Supplied records |
__________

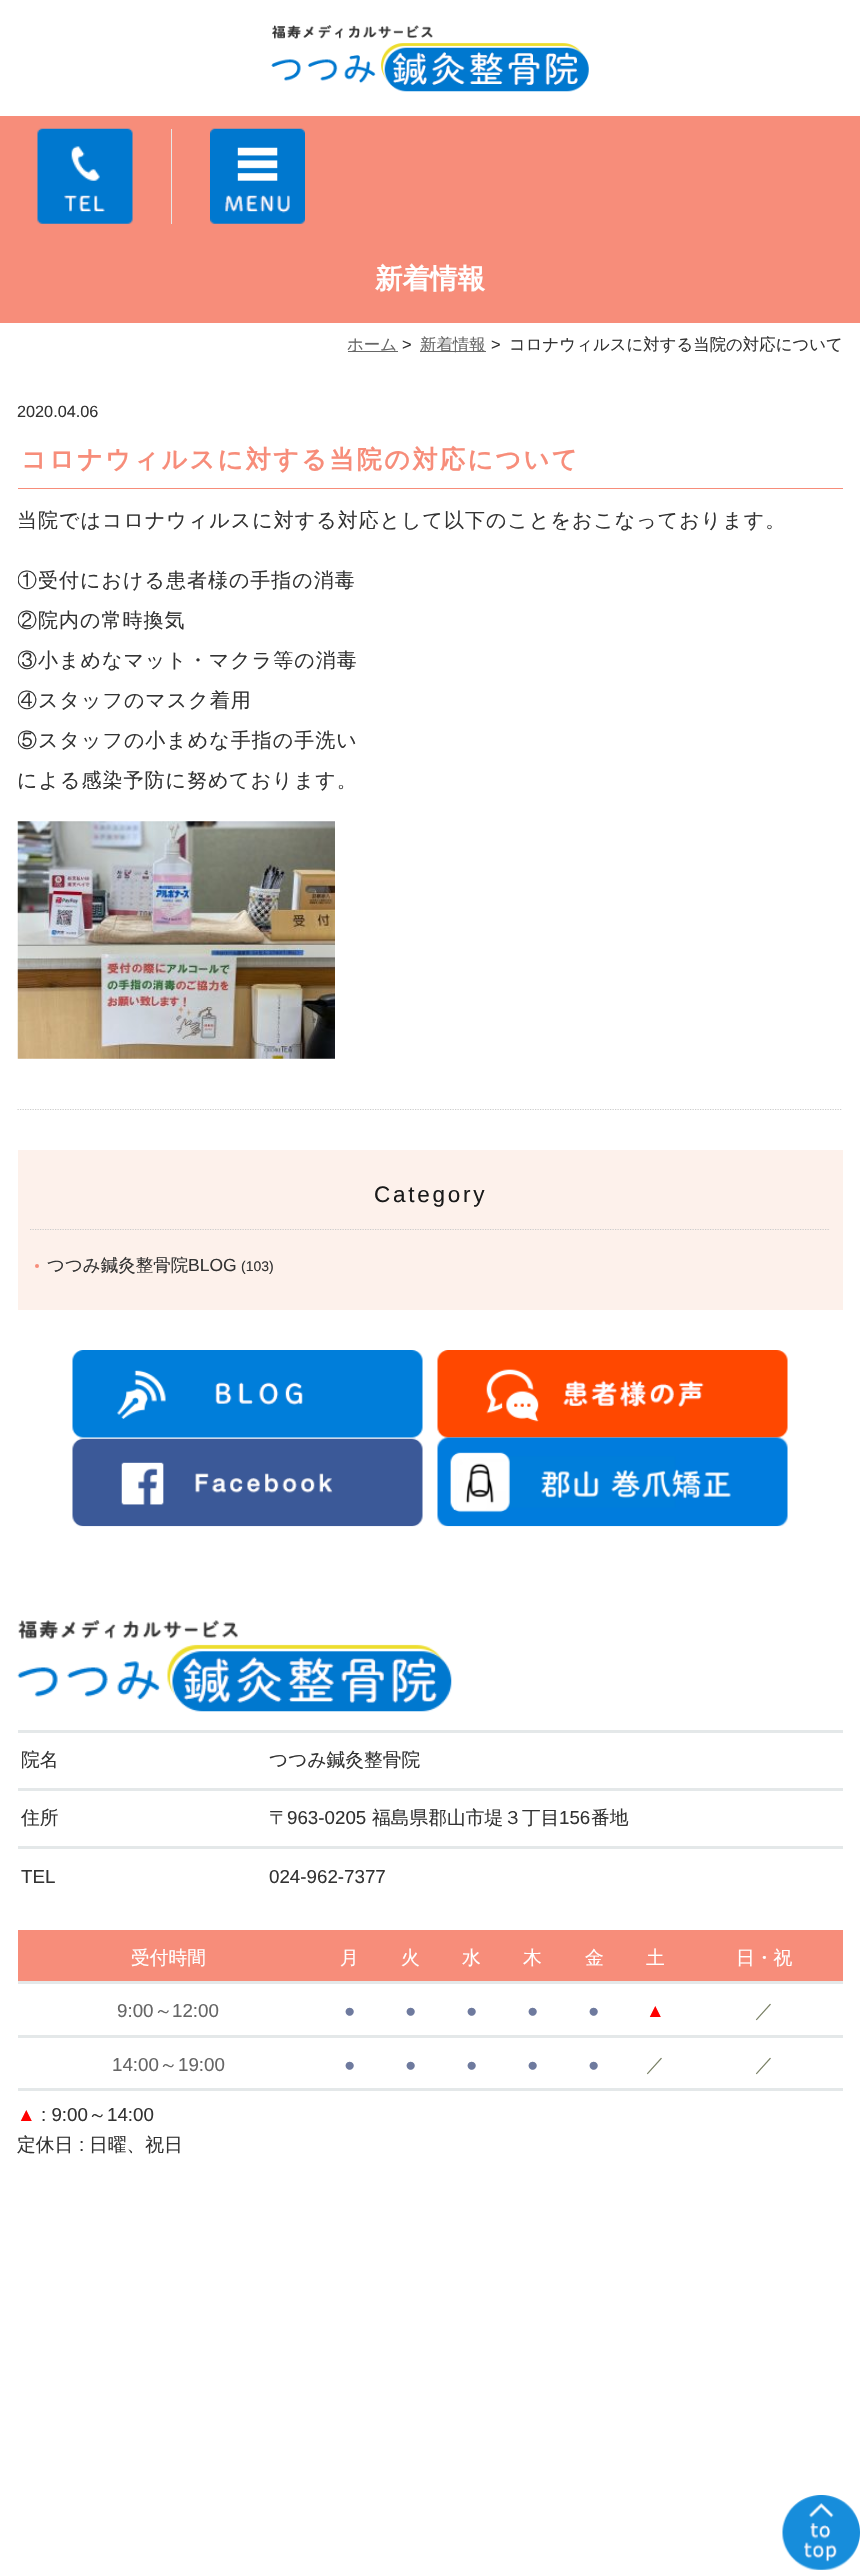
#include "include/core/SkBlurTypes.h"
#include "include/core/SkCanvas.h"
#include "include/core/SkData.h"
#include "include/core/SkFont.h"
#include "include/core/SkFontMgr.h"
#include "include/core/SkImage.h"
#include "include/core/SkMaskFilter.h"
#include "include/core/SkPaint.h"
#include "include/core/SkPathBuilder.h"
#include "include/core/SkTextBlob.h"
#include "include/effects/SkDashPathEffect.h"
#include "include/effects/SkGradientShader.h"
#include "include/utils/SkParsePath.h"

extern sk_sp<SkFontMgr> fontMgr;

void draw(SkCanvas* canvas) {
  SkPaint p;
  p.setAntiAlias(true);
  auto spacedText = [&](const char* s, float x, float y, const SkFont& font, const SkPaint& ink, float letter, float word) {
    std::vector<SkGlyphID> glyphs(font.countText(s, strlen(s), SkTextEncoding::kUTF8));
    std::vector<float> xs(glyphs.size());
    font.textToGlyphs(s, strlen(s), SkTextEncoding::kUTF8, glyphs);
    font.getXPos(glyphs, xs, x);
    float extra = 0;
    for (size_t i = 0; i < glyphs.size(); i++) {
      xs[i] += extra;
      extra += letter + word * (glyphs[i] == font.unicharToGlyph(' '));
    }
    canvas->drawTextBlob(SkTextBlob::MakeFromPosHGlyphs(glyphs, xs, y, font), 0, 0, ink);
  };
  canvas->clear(SK_ColorWHITE);
  canvas->drawImageRect(SkImages::DeferredFromEncodedData(SkData::MakeFromFileName("images/1.png")), SkRect::MakeLTRB(271, 25, 589, 92), SkSamplingOptions());
  p.setColor(SkColorSetRGB(247, 141, 122));
  canvas->drawRect(SkRect::MakeLTRB(0, 116, 860, 323), p);
  p.setColor(SkColorSetRGB(231, 231, 231));
  canvas->drawRect(SkRect::MakeLTRB(171, 129, 172, 224), p);
  canvas->drawImageRect(SkImages::DeferredFromEncodedData(SkData::MakeFromFileName("images/2.png")), SkRect::MakeLTRB(37, 128, 133, 224), SkSamplingOptions());
  canvas->drawImageRect(SkImages::DeferredFromEncodedData(SkData::MakeFromFileName("images/3.png")), SkRect::MakeLTRB(210, 128, 305, 224), SkSamplingOptions());
  p.setColor(SkColorSetRGB(102, 102, 102));
  canvas->drawRect(SkRect::MakeLTRB(348, 351, 398, 352), p);
  canvas->drawRect(SkRect::MakeLTRB(420, 351, 486, 352), p);
  p.setStyle(SkPaint::kStroke_Style);
  p.setStrokeWidth(1.2f);
  p.setColor(SkColorSetRGB(204, 204, 204));
  p.setPathEffect(SkDashPathEffect::Make({{1.25f, 1.25f}}, 0));
  canvas->drawPath(SkPathBuilder().moveTo(17.5f, 1109.5f).lineTo(842.5f, 1109.5f).detach(), p);
  p.setPathEffect(nullptr);
  p.setStyle(SkPaint::kFill_Style);
  p.setColor(SkColorSetRGB(247, 141, 122));
  canvas->drawRect(SkRect::MakeLTRB(18, 488, 843, 489), p);
  canvas->drawImageRect(SkImages::DeferredFromEncodedData(SkData::MakeFromFileName("images/4.png")), SkRect::MakeLTRB(17, 821, 335, 1059), SkSamplingOptions());
  p.setColor(SkColorSetRGB(253, 241, 235));
  canvas->drawRect(SkRect::MakeLTRB(18, 1150, 843, 1310), p);
  p.setStyle(SkPaint::kStroke_Style);
  p.setColor(SkColorSetRGB(204, 204, 204));
  p.setPathEffect(SkDashPathEffect::Make({{1.25f, 1.25f}}, 0));
  canvas->drawPath(SkPathBuilder().moveTo(30, 1229.5f).lineTo(830, 1229.5f).detach(), p);
  p.setPathEffect(nullptr);
  p.setStyle(SkPaint::kFill_Style);
  p.setColor(SkColorSetRGB(247, 141, 122));
  canvas->drawCircle(37, 1266, 2, p);
  canvas->drawImageRect(SkImages::DeferredFromEncodedData(SkData::MakeFromFileName("images/5.png")), SkRect::MakeLTRB(72, 1350, 423, 1438), SkSamplingOptions());
  canvas->drawImageRect(SkImages::DeferredFromEncodedData(SkData::MakeFromFileName("images/6.png")), SkRect::MakeLTRB(437, 1350, 788, 1438), SkSamplingOptions());
  canvas->drawImageRect(SkImages::DeferredFromEncodedData(SkData::MakeFromFileName("images/7.png")), SkRect::MakeLTRB(72, 1438, 423, 1527), SkSamplingOptions());
  canvas->drawImageRect(SkImages::DeferredFromEncodedData(SkData::MakeFromFileName("images/8.png")), SkRect::MakeLTRB(437, 1437, 788, 1527), SkSamplingOptions());
  canvas->drawImageRect(SkImages::DeferredFromEncodedData(SkData::MakeFromFileName("images/9.png")), SkRect::MakeLTRB(17, 1620, 452, 1712), SkSamplingOptions());
  p.setColor(SkColorSetRGB(228, 232, 233));
  canvas->drawRect(SkRect::MakeLTRB(18, 1730, 843, 1733), p);
  canvas->drawRect(SkRect::MakeLTRB(18, 1788, 843, 1791), p);
  canvas->drawRect(SkRect::MakeLTRB(18, 1846, 843, 1849), p);
  p.setColor(SkColorSetRGB(247, 141, 122));
  canvas->drawRect(SkRect::MakeLTRB(18, 1930, 843, 1981), p);
  p.setColor(SkColorSetRGB(228, 232, 233));
  canvas->drawRect(SkRect::MakeLTRB(18, 1981, 843, 1984), p);
  canvas->drawRect(SkRect::MakeLTRB(18, 2035, 843, 2038), p);
  canvas->drawRect(SkRect::MakeLTRB(18, 2088, 843, 2091), p);
  canvas->drawImageRect(SkImages::DeferredFromEncodedData(SkData::MakeFromFileName("images/10.png")), SkRect::MakeLTRB(782, 2495, 860, 2570), SkSamplingOptions());
  SkFont font1(fontMgr->matchFamilyStyle("WenQuanYi Zen Hei", SkFontStyle::Bold()), 27.5f);
  font1.setSubpixel(true);
  p.setColor(SK_ColorWHITE);
  canvas->drawString("新着情報", 375, 288, font1, p);
  SkFont font2(fontMgr->matchFamilyStyle("WenQuanYi Zen Hei", SkFontStyle(500, SkFontStyle::kNormal_Width, SkFontStyle::kUpright_Slant)), 16.4f);
  font2.setSubpixel(true);
  p.setColor(SkColorSetRGB(102, 102, 102));
  canvas->drawString("ホーム", 347, 350, font2, p);
  SkFont font3(fontMgr->matchFamilyStyle("Liberation Sans", SkFontStyle::Normal()), 16.4f);
  font3.setSubpixel(true);
  p.setColor(SkColorSetRGB(51, 51, 51));
  canvas->drawString(">", 402, 350, font3, p);
  p.setColor(SkColorSetRGB(102, 102, 102));
  canvas->drawString("新着情報", 420, 350, font2, p);
  p.setColor(SkColorSetRGB(51, 51, 51));
  canvas->drawString(">", 491, 350, font3, p);
  canvas->drawString("コロナウィルスに対する当院の対応について", 509, 350, font2, p);
  SkFont font4(fontMgr->matchFamilyStyle("Liberation Sans", SkFontStyle::Normal()), 16.25f);
  font4.setSubpixel(true);
  canvas->drawString("2020.04.06", 17, 417, font4, p);
  SkFont font5(fontMgr->matchFamilyStyle("WenQuanYi Zen Hei", SkFontStyle::Bold()), 25);
  font5.setSubpixel(true);
  p.setColor(SkColorSetRGB(247, 141, 122));
  spacedText("コロナウィルスに対する当院の対応について", 21, 468, font5, p, 2.5f, 0);
  SkFont font6(fontMgr->matchFamilyStyle("WenQuanYi Zen Hei", SkFontStyle(500, SkFontStyle::kNormal_Width, SkFontStyle::kUpright_Slant)), 20);
  font6.setSubpixel(true);
  p.setColor(SkColorSetRGB(51, 51, 51));
  spacedText("当院ではコロナウィルスに対する対応として以下のことをおこなっております。", 17, 527, font6, p, 1, 0);
  canvas->save();
  canvas->clipRect(SkRect::MakeLTRB(18, 386, 843, 1109));
  spacedText("①受付における患者様の手指の消毒", 17, 587, font6, p, 1, 0);
  spacedText("②院内の常時換気", 17, 627, font6, p, 1, 0);
  spacedText("③小まめなマット・マクラ等の消毒", 17, 667, font6, p, 1, 0);
  spacedText("④スタッフのマスク着用", 17, 707, font6, p, 1, 0);
  spacedText("⑤スタッフの小まめな手指の手洗い", 17, 747, font6, p, 1, 0);
  canvas->restore();
  spacedText("による感染予防に努めております。", 17, 787, font6, p, 1, 0);
  SkFont font7(fontMgr->matchFamilyStyle("Liberation Sans", SkFontStyle::Normal()), 22.5f);
  font7.setSubpixel(true);
  p.setColor(SkColorSetRGB(26, 26, 26));
  spacedText("Category", 374, 1202, font7, p, 2.75f, 0);
  SkFont font8(fontMgr->matchFamilyStyle("WenQuanYi Zen Hei", SkFontStyle(500, SkFontStyle::kNormal_Width, SkFontStyle::kUpright_Slant)), 17.5f);
  font8.setSubpixel(true);
  p.setColor(SkColorSetRGB(51, 51, 51));
  canvas->drawString("つつみ鍼灸整骨院", 47, 1271, font8, p);
  SkFont font9(fontMgr->matchFamilyStyle("Liberation Sans", SkFontStyle::Normal()), 17.5f);
  font9.setSubpixel(true);
  canvas->drawString("BLOG", 188, 1271, font9, p);
  SkFont font10(fontMgr->matchFamilyStyle("Liberation Sans", SkFontStyle::Normal()), 14);
  font10.setSubpixel(true);
  canvas->drawString("(103)", 241, 1271, font10, p);
  SkFont font11(fontMgr->matchFamilyStyle("WenQuanYi Zen Hei", SkFontStyle(500, SkFontStyle::kNormal_Width, SkFontStyle::kUpright_Slant)), 18.75f);
  font11.setSubpixel(true);
  canvas->drawString("院名", 21, 1766, font11, p);
  canvas->drawString("つつみ鍼灸整骨院", 269, 1766, font11, p);
  canvas->drawString("住所", 21, 1824, font11, p);
  canvas->drawString("〒", 269, 1824, font11, p);
  SkFont font12(fontMgr->matchFamilyStyle("Liberation Sans", SkFontStyle::Normal()), 18.75f);
  font12.setSubpixel(true);
  canvas->drawString("963-0205", 287, 1824, font12, p);
  canvas->drawString("福島県郡山市堤３丁目", 372, 1824, font11, p);
  canvas->drawString("156", 559, 1824, font12, p);
  canvas->drawString("番地", 591, 1824, font11, p);
  canvas->drawString("TEL", 21, 1883, font12, p);
  canvas->drawString("024-962-7377", 269, 1883, font12, p);
  p.setColor(SK_ColorWHITE);
  canvas->drawString("受付時間", 131, 1964, font11, p);
  canvas->drawString("月", 340, 1964, font11, p);
  canvas->drawString("火", 401, 1964, font11, p);
  canvas->drawString("水", 462, 1964, font11, p);
  canvas->drawString("木", 523, 1964, font11, p);
  canvas->drawString("金", 585, 1964, font11, p);
  canvas->drawString("土", 646, 1964, font11, p);
  canvas->drawString("日・祝", 736, 1964, font11, p);
  p.setColor(SkColorSetRGB(102, 102, 102));
  canvas->drawString("9:00", 117, 2017, font12, p);
  canvas->drawString("～", 154, 2017, font11, p);
  canvas->drawString("12:00", 172, 2017, font12, p);
  p.setColor(SkColorSetRGB(110, 122, 158));
  canvas->drawString("●", 344, 2017, font12, p);
  canvas->drawString("●", 405, 2017, font12, p);
  canvas->drawString("●", 466, 2017, font12, p);
  canvas->drawString("●", 527, 2017, font12, p);
  canvas->drawString("●", 588, 2017, font12, p);
  p.setColor(SkColorSetRGB(255, 0, 0));
  canvas->drawString("▲", 646, 2017, font12, p);
  p.setColor(SkColorSetRGB(120, 127, 100));
  canvas->drawString("／", 755, 2017, font11, p);
  p.setColor(SkColorSetRGB(102, 102, 102));
  canvas->drawString("14:00", 112, 2071, font12, p);
  canvas->drawString("～", 159, 2071, font11, p);
  canvas->drawString("19:00", 178, 2071, font12, p);
  p.setColor(SkColorSetRGB(110, 122, 158));
  canvas->drawString("●", 344, 2071, font12, p);
  canvas->drawString("●", 405, 2071, font12, p);
  canvas->drawString("●", 466, 2071, font12, p);
  canvas->drawString("●", 527, 2071, font12, p);
  canvas->drawString("●", 588, 2071, font12, p);
  p.setColor(SkColorSetRGB(120, 127, 100));
  canvas->drawString("／", 646, 2071, font11, p);
  canvas->drawString("／", 755, 2071, font11, p);
  p.setColor(SkColorSetRGB(255, 0, 0));
  canvas->drawString("▲", 17, 2121, font12, p);
  p.setColor(SkColorSetRGB(51, 51, 51));
  canvas->drawString(": 9:00", 41, 2121, font12, p);
  canvas->drawString("～", 88, 2121, font11, p);
  canvas->drawString("14:00", 107, 2121, font12, p);
  canvas->drawString("定休日", 17, 2151, font11, p);
  canvas->drawString(":", 79, 2151, font12, p);
  canvas->drawString("日曜、祝日", 89, 2151, font11, p);
}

__________

Problem requirements | The lines to write out are those from the first line of the listing above through the line bearing "auto spacedText = [&](const", both included, copied exactly with pictures dropped.

Exercise result |
#include "include/core/SkBlurTypes.h"
#include "include/core/SkCanvas.h"
#include "include/core/SkData.h"
#include "include/core/SkFont.h"
#include "include/core/SkFontMgr.h"
#include "include/core/SkImage.h"
#include "include/core/SkMaskFilter.h"
#include "include/core/SkPaint.h"
#include "include/core/SkPathBuilder.h"
#include "include/core/SkTextBlob.h"
#include "include/effects/SkDashPathEffect.h"
#include "include/effects/SkGradientShader.h"
#include "include/utils/SkParsePath.h"

extern sk_sp<SkFontMgr> fontMgr;

void draw(SkCanvas* canvas) {
  SkPaint p;
  p.setAntiAlias(true);
  auto spacedText = [&](const char* s, float x, float y, const SkFont& font, const SkPaint& ink, float letter, float word) {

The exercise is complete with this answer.